(Saved entries)
***

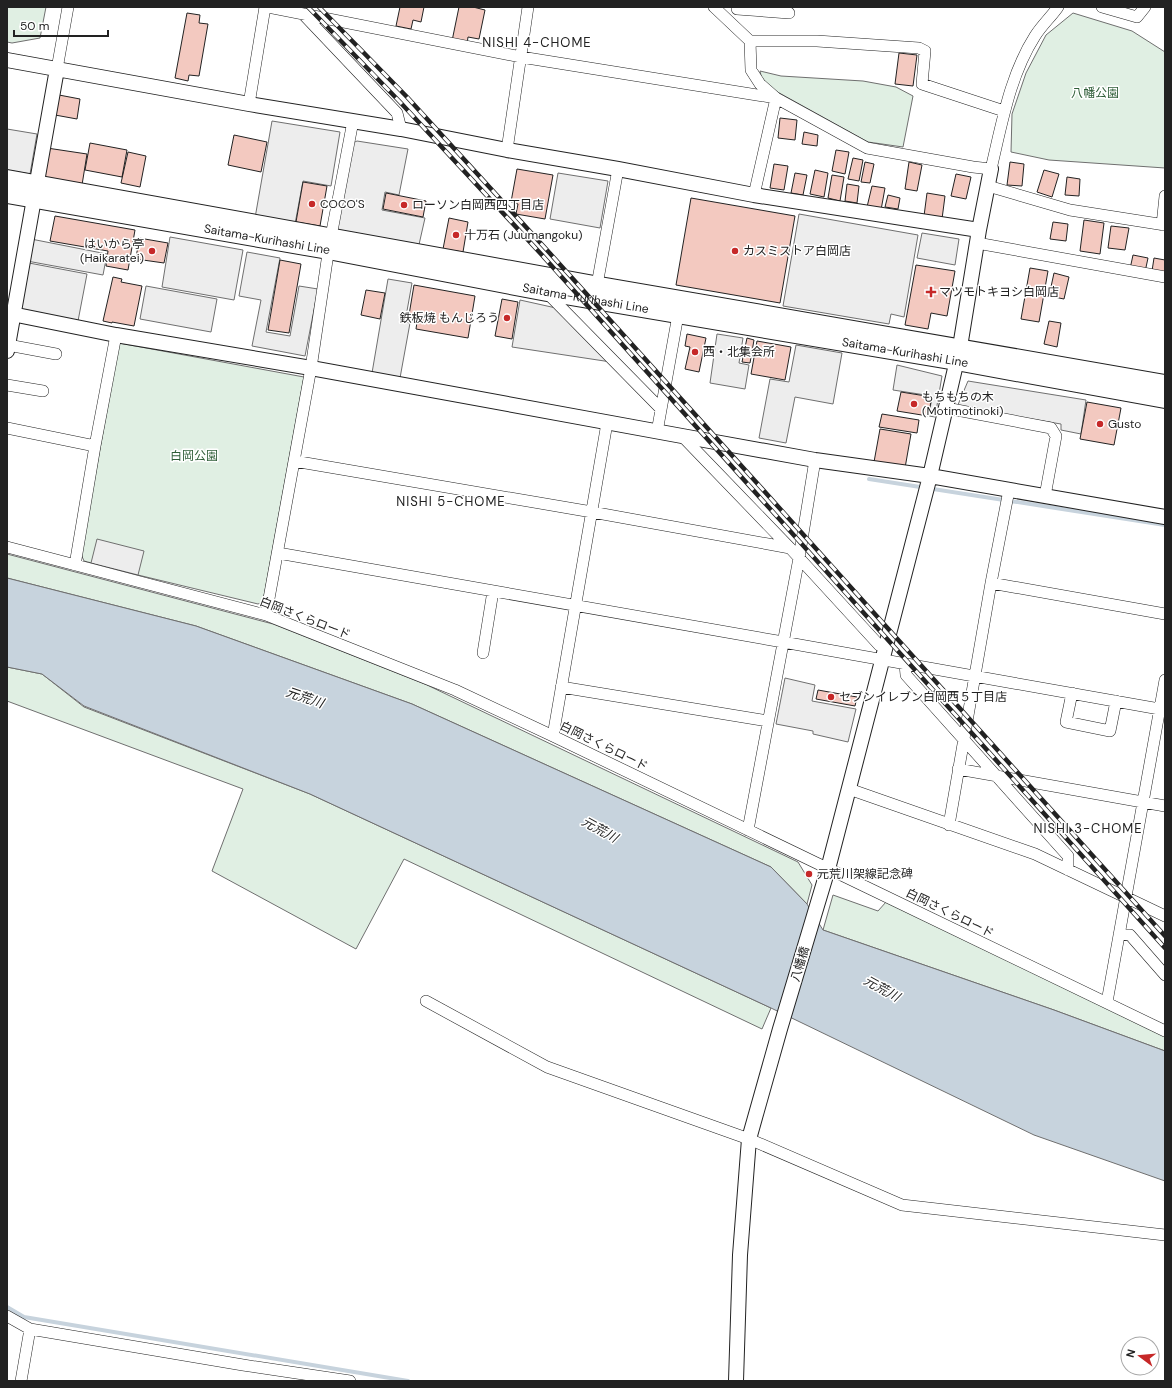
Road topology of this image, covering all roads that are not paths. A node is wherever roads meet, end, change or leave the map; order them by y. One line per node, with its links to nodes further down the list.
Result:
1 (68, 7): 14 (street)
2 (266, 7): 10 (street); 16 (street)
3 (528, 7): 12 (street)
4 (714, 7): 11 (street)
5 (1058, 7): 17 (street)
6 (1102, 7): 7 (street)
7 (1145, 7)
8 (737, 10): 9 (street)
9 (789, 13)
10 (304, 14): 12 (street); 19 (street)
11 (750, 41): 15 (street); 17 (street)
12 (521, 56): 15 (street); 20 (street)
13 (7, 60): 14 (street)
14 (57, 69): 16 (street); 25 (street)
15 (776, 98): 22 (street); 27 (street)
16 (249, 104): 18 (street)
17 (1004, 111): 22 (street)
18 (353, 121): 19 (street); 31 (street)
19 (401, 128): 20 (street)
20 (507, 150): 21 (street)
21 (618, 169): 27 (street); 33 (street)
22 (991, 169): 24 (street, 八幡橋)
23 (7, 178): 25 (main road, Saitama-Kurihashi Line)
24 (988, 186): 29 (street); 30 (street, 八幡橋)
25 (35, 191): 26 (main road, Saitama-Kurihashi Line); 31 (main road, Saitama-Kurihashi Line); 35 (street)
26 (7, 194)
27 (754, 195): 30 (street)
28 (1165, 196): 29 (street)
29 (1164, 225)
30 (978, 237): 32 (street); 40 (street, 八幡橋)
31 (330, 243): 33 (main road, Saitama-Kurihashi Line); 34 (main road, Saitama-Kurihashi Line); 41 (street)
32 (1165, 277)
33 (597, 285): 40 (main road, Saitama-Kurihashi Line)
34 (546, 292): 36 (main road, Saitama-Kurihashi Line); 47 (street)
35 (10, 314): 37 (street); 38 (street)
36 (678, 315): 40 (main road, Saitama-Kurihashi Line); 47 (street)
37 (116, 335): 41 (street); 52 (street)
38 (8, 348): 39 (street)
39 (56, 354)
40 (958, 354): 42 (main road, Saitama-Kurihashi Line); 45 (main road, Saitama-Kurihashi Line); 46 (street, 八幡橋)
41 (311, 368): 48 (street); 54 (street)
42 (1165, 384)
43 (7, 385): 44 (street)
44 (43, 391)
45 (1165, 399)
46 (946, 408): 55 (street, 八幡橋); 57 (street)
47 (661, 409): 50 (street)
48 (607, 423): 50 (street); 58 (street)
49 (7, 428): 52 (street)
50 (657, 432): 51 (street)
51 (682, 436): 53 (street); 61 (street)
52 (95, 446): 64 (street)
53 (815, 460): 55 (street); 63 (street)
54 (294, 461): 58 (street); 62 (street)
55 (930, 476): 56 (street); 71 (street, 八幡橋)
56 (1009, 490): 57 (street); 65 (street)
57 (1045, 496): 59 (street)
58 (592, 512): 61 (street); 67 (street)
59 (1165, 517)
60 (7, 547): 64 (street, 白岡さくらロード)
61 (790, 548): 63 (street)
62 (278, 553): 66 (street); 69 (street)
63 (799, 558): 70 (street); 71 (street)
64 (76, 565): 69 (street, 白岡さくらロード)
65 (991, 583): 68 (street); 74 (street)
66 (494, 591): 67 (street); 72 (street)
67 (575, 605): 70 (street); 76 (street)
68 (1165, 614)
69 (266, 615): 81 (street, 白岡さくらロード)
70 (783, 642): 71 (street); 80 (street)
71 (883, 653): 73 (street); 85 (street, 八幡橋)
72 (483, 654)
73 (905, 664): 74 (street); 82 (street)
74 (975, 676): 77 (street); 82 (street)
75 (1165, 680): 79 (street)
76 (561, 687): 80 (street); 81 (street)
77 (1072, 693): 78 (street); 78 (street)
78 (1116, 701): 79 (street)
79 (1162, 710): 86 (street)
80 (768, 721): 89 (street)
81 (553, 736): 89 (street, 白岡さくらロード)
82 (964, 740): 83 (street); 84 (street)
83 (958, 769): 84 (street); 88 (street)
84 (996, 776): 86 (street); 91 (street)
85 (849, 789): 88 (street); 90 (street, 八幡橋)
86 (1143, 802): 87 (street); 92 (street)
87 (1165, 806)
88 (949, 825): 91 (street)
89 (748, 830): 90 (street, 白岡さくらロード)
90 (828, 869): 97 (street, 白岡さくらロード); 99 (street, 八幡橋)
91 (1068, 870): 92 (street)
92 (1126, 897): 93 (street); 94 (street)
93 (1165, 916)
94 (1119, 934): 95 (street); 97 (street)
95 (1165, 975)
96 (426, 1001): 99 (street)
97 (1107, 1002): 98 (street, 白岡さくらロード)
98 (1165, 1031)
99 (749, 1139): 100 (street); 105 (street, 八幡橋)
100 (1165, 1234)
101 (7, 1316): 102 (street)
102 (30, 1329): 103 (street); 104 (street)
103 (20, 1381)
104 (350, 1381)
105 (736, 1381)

***

**Assignment:**
Omit every image. Quote each record exactly.

**Answer space:**
Road topology of this image, covering all roads that are not paths. A node is wherever roads meet, end, change or leave the map; order them by y. One line per node, with its links to nodes further down the list.
Result:
1 (68, 7): 14 (street)
2 (266, 7): 10 (street); 16 (street)
3 (528, 7): 12 (street)
4 (714, 7): 11 (street)
5 (1058, 7): 17 (street)
6 (1102, 7): 7 (street)
7 (1145, 7)
8 (737, 10): 9 (street)
9 (789, 13)
10 (304, 14): 12 (street); 19 (street)
11 (750, 41): 15 (street); 17 (street)
12 (521, 56): 15 (street); 20 (street)
13 (7, 60): 14 (street)
14 (57, 69): 16 (street); 25 (street)
15 (776, 98): 22 (street); 27 (street)
16 (249, 104): 18 (street)
17 (1004, 111): 22 (street)
18 (353, 121): 19 (street); 31 (street)
19 (401, 128): 20 (street)
20 (507, 150): 21 (street)
21 (618, 169): 27 (street); 33 (street)
22 (991, 169): 24 (street, 八幡橋)
23 (7, 178): 25 (main road, Saitama-Kurihashi Line)
24 (988, 186): 29 (street); 30 (street, 八幡橋)
25 (35, 191): 26 (main road, Saitama-Kurihashi Line); 31 (main road, Saitama-Kurihashi Line); 35 (street)
26 (7, 194)
27 (754, 195): 30 (street)
28 (1165, 196): 29 (street)
29 (1164, 225)
30 (978, 237): 32 (street); 40 (street, 八幡橋)
31 (330, 243): 33 (main road, Saitama-Kurihashi Line); 34 (main road, Saitama-Kurihashi Line); 41 (street)
32 (1165, 277)
33 (597, 285): 40 (main road, Saitama-Kurihashi Line)
34 (546, 292): 36 (main road, Saitama-Kurihashi Line); 47 (street)
35 (10, 314): 37 (street); 38 (street)
36 (678, 315): 40 (main road, Saitama-Kurihashi Line); 47 (street)
37 (116, 335): 41 (street); 52 (street)
38 (8, 348): 39 (street)
39 (56, 354)
40 (958, 354): 42 (main road, Saitama-Kurihashi Line); 45 (main road, Saitama-Kurihashi Line); 46 (street, 八幡橋)
41 (311, 368): 48 (street); 54 (street)
42 (1165, 384)
43 (7, 385): 44 (street)
44 (43, 391)
45 (1165, 399)
46 (946, 408): 55 (street, 八幡橋); 57 (street)
47 (661, 409): 50 (street)
48 (607, 423): 50 (street); 58 (street)
49 (7, 428): 52 (street)
50 (657, 432): 51 (street)
51 (682, 436): 53 (street); 61 (street)
52 (95, 446): 64 (street)
53 (815, 460): 55 (street); 63 (street)
54 (294, 461): 58 (street); 62 (street)
55 (930, 476): 56 (street); 71 (street, 八幡橋)
56 (1009, 490): 57 (street); 65 (street)
57 (1045, 496): 59 (street)
58 (592, 512): 61 (street); 67 (street)
59 (1165, 517)
60 (7, 547): 64 (street, 白岡さくらロード)
61 (790, 548): 63 (street)
62 (278, 553): 66 (street); 69 (street)
63 (799, 558): 70 (street); 71 (street)
64 (76, 565): 69 (street, 白岡さくらロード)
65 (991, 583): 68 (street); 74 (street)
66 (494, 591): 67 (street); 72 (street)
67 (575, 605): 70 (street); 76 (street)
68 (1165, 614)
69 (266, 615): 81 (street, 白岡さくらロード)
70 (783, 642): 71 (street); 80 (street)
71 (883, 653): 73 (street); 85 (street, 八幡橋)
72 (483, 654)
73 (905, 664): 74 (street); 82 (street)
74 (975, 676): 77 (street); 82 (street)
75 (1165, 680): 79 (street)
76 (561, 687): 80 (street); 81 (street)
77 (1072, 693): 78 (street); 78 (street)
78 (1116, 701): 79 (street)
79 (1162, 710): 86 (street)
80 (768, 721): 89 (street)
81 (553, 736): 89 (street, 白岡さくらロード)
82 (964, 740): 83 (street); 84 (street)
83 (958, 769): 84 (street); 88 (street)
84 (996, 776): 86 (street); 91 (street)
85 (849, 789): 88 (street); 90 (street, 八幡橋)
86 (1143, 802): 87 (street); 92 (street)
87 (1165, 806)
88 (949, 825): 91 (street)
89 (748, 830): 90 (street, 白岡さくらロード)
90 (828, 869): 97 (street, 白岡さくらロード); 99 (street, 八幡橋)
91 (1068, 870): 92 (street)
92 (1126, 897): 93 (street); 94 (street)
93 (1165, 916)
94 (1119, 934): 95 (street); 97 (street)
95 (1165, 975)
96 (426, 1001): 99 (street)
97 (1107, 1002): 98 (street, 白岡さくらロード)
98 (1165, 1031)
99 (749, 1139): 100 (street); 105 (street, 八幡橋)
100 (1165, 1234)
101 (7, 1316): 102 (street)
102 (30, 1329): 103 (street); 104 (street)
103 (20, 1381)
104 (350, 1381)
105 (736, 1381)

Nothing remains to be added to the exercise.